刺五加中具有多种五环三萜皂苷，根据糖苷配基的类型，可以分为齐墩果烷型（oleanane），去甲齐墩果烷型（noroleanane），羽扇豆烷型（lupine）和3,4-半开环羽扇豆烷型（3,4-secolupane）等不同类型，其中齐墩果烷型和去甲齐墩果烷型的变体最多[13]。在植物体中三萜皂苷的前体来源于甲羟戊酸（MVA）途径和2-C-甲基-D-赤藓醇-4-磷酸（MEP）途径，以同为五加科的人参为例：异戊烯基焦磷酸（IPP）和二甲基烯丙基焦磷酸（DMAPP）在香叶基焦磷酸合酶（GPS）的作用下缩合成香叶基焦磷酸（GPP），GPP 在法尼基焦磷酸合酶（FPS）的作用下与IPP 聚合成法尼基焦磷酸（FPP），两个FPP 经鲨烯合成酶（SS）缩合形成角鲨烯，角鲨烯在鲨烯氧化酶作用下环氧化为2,3-氧化鲨烯[14]。
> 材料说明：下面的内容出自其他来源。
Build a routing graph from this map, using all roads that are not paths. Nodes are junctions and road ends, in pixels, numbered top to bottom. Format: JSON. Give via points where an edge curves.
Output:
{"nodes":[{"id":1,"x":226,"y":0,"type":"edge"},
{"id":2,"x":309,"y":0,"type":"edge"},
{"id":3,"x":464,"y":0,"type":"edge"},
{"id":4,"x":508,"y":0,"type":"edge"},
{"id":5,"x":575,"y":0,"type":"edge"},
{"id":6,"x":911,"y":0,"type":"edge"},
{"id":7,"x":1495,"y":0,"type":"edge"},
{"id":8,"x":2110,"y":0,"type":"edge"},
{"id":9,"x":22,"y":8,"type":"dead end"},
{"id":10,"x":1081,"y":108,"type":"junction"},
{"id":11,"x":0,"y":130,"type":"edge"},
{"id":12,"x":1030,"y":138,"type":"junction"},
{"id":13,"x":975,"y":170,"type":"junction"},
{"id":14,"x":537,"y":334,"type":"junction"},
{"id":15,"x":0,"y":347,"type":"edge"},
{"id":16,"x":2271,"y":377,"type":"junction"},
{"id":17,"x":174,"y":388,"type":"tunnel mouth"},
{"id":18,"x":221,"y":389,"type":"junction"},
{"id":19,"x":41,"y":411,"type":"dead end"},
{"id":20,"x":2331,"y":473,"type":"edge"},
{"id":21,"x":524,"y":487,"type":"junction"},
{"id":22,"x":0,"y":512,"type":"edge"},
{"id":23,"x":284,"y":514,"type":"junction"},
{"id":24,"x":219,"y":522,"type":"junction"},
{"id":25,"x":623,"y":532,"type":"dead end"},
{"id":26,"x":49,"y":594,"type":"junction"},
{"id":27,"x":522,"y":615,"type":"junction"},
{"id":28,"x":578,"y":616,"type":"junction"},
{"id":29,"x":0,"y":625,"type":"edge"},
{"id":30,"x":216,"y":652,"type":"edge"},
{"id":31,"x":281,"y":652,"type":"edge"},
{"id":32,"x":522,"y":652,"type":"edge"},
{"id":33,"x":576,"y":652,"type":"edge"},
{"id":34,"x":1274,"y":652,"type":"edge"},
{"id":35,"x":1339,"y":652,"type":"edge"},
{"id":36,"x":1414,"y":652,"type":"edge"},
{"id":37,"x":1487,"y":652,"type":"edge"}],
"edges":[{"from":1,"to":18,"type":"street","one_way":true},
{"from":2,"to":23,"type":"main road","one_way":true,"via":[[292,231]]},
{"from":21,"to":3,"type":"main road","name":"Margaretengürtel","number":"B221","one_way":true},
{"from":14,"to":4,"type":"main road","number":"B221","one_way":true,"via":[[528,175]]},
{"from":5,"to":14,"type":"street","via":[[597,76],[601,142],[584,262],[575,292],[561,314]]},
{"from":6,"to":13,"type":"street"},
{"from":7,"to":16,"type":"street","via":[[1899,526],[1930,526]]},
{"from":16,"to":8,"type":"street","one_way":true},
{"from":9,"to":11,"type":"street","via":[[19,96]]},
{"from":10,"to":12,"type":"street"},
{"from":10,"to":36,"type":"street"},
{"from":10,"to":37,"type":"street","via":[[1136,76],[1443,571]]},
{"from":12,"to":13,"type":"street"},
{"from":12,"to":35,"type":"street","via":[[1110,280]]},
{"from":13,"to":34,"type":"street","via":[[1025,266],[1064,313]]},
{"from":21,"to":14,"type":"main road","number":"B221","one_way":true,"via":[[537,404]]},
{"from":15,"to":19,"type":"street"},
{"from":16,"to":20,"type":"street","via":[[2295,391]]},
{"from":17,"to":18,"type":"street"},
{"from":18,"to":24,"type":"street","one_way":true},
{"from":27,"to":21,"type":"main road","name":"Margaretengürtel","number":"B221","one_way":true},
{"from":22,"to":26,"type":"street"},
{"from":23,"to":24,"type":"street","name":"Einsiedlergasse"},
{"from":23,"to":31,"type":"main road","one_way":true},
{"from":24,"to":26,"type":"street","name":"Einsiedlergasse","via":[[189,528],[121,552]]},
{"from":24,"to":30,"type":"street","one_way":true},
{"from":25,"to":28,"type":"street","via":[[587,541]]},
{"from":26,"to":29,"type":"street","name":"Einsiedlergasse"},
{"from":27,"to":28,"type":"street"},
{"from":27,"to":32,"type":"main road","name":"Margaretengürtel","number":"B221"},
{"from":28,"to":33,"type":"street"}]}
3-羟基-3-甲基戊二酰辅酶A 还原酶（HMGR）是MVA 萜类合成途径的一个关键酶，在刺五加萜类物质的生物合成过程中起到重要的作用。研究发现，当截短的HMGR（tHMGR）基因在植物中过量表达时，萜类次生物质代谢反应产物的含量明显高于对照植株。因此，在植物中过量表达tHMGR成为生产倍半萜和三萜类物质的普遍适用的方法[15]。氧化鲨烯环化酶（oxidosqualene cyclase,OSC）是一个基因超家族，具有DCTAE 和QW 等保守序列，包含β-香树素合酶（β-Amyrin Synthase）、达玛烷二醇合酶（Dammarenediol Synthase）、环阿屯醇合酶（Cycloartenol Synthase）、羽扇豆醇合酶（Lupeol Synthase）、羊毛甾醇合酶（Lanosterol Synthase）等类型[16]。氧化鲨烯环化酶可催化2,3-氧化鲨烯经质子化、环化、重排、去质子化完成环化作用，生成三萜皂苷的前体。其中，齐墩果烷型三萜皂苷的生物合成是由β-香树素合酶参与完成的，2,3-氧化鲨烯经过β-香树素合酶作用以“椅-椅-椅”式环化生成β-香树素；CYP716A与CPR1家族基因发生连续氧化生成齐墩果酸;最后经过细胞色素P450 酶和糖基转移酶的修饰生成多种多样的三萜皂苷。目前包括人参、三七、越南人参在内的许多五加科植物中参与三萜皂苷环化和修饰的酶已经被鉴定[17-20]，而刺五加中的三萜环化酶还没有被鉴定。本研究通过对刺五加基因组中潜在OSC进行系统发育分析，结构预测，表达定量及功能验证，挖掘了一个刺五加三萜环化酶EsOSC5，为刺五加皂苷生物合成通路的研究提供了重要支持和参考。

1 材料与方法

1.1 实验材料

刺五加种植于东北林业大学试验田，于2021 年6月采集根、叶、一年生内茎、一年生外茎、二年生内茎等作为实验材料。本氏烟草（Nicotiana benthamiana）用于基因瞬时表达实验。

1.2 实验试剂及仪器

RNA 提取试剂TRIzol Reagent（康为试剂生物公司）、反转录试剂盒（TAKARA 生物技术公司）、2×Rapid Taq Master Mix 高保真酶、胶回收试剂盒（OMEGA 公司）、ClonExpress ⅡOne Step Cloning Kit重组酶（Vazyme 生物公司）、质粒提取试剂盒（OMEGA公司）、农杆菌感受态细胞（GV3101）、pEAQ 植物表达载体（实验室保存菌种）、实时荧光定量试剂盒2*SYBR qPCR Master Mix（悠扬生物科技公司）。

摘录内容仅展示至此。